This article introduces Quantum Computing Benchmarking and Certification.

Although still noisy and prone to error, quantum computers are developing at a rapid pace. The field of benchmarking looks at establishing techniques to compare QPU performance in this continuously evolving landscape. Here we highlight some of the topics typically featured in benchmarking research; firstly looking into hardware aspects and qubit characterization, building quantum circuits and the errors encountered at the gate level and finally we highlight some of the techniques involved in certifying performance through algorithm deployment.

For a more detailed assessment of Quantum Computing Benchmarking, including detailed diagrams please contact us.

**Importance of quantum computing benchmarking and certification for near term application**

Although large scale universal quantum computers have not yet been realized, the current generation of technologies are reaching a point of maturity that is valuable for application. This has seen increased adoption and wider spread access to quantum processing units (QPUs). At a high level, all gate based QPUs operate in a similar way; qubits leverage quantum superposition and entanglement to define gate operations and ultimately logic processing.

A big distinction between such gate based QPUs is that they are based on an exceptionally diverse range of hardware platforms. Furthermore, these technologies are evolving at a rapid pace, with improvements in qubit count, quality, and overall logic processing capacity regularly being announced. This increase in public access along with constant evolution of performance metrics across such a diverse range of technologies ensures the necessity of having benchmarking and certification processes for users to validate the operation of such QPUs.

Due to the complex nature of this technology, there are many different points along the QPU stack that are linked to the performance; properties and quality of individual qubits, the quantum circuits that can be constructed from these qubits and finally the interfacing of quantum plane to classical control readout systems and finally the algorithm performance. This means that to compare QPU performance several aspects of the QPU stack and information processing workflow need to be considered

**Comparing quantum systems at the individual qubit level:**

**Qubit number, logic vs physical qubits**

Currently one of the most prominent comparison metrics quoted in literature is the qubit number. The thinking here is that the higher the number of qubits, the more powerful the QPU, as it can process larger or more intricate algorithms. On face value this is true, however the reality is much more complex.

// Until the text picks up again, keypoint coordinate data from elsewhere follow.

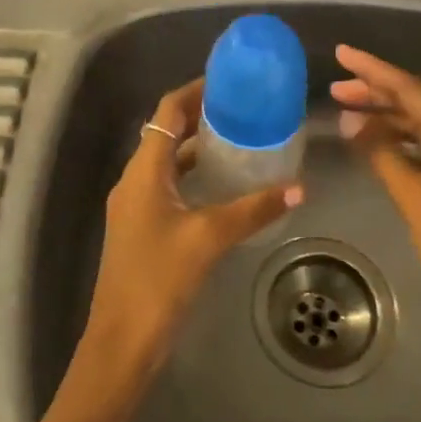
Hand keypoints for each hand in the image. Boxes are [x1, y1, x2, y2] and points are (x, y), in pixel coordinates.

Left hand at [39, 80, 300, 421]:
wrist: (122, 340)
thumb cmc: (159, 279)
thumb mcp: (208, 239)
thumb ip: (253, 209)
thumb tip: (298, 187)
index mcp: (144, 171)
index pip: (167, 112)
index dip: (195, 91)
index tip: (229, 81)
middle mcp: (136, 179)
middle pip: (167, 132)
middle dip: (201, 116)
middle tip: (243, 109)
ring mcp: (136, 204)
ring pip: (169, 161)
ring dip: (199, 147)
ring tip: (240, 140)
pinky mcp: (143, 226)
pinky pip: (170, 185)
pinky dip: (194, 176)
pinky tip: (225, 186)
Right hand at [331, 45, 420, 364]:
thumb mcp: (417, 201)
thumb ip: (384, 156)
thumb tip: (353, 123)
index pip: (413, 89)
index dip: (375, 70)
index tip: (342, 53)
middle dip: (378, 93)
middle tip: (336, 90)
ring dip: (389, 119)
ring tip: (348, 117)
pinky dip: (403, 144)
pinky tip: (381, 150)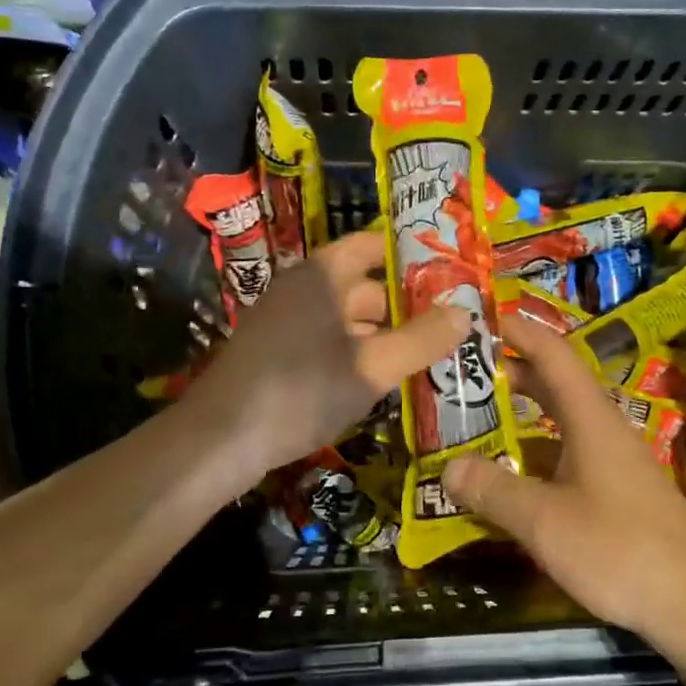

As the current generation of QPUs still lack rigorous error correction, they are noisy and lead to higher than ideal error rates. One of the ways of dealing with this problem is by encoding the collective quantum state of many individual or ‘physical’ qubits together to form a logical qubit. It is these logical qubits that would be capable of expressing the logic operations defined in a quantum algorithm. So, also it is true that larger number of physical qubits are valuable, as this would relate to a higher number of logical qubits, it is obvious that the number of physical qubits needed to produce a single logical qubit is ultimately related to the quality of the physical qubits. So, it’s more about the balance between qubit quality and number when comparing quantum systems.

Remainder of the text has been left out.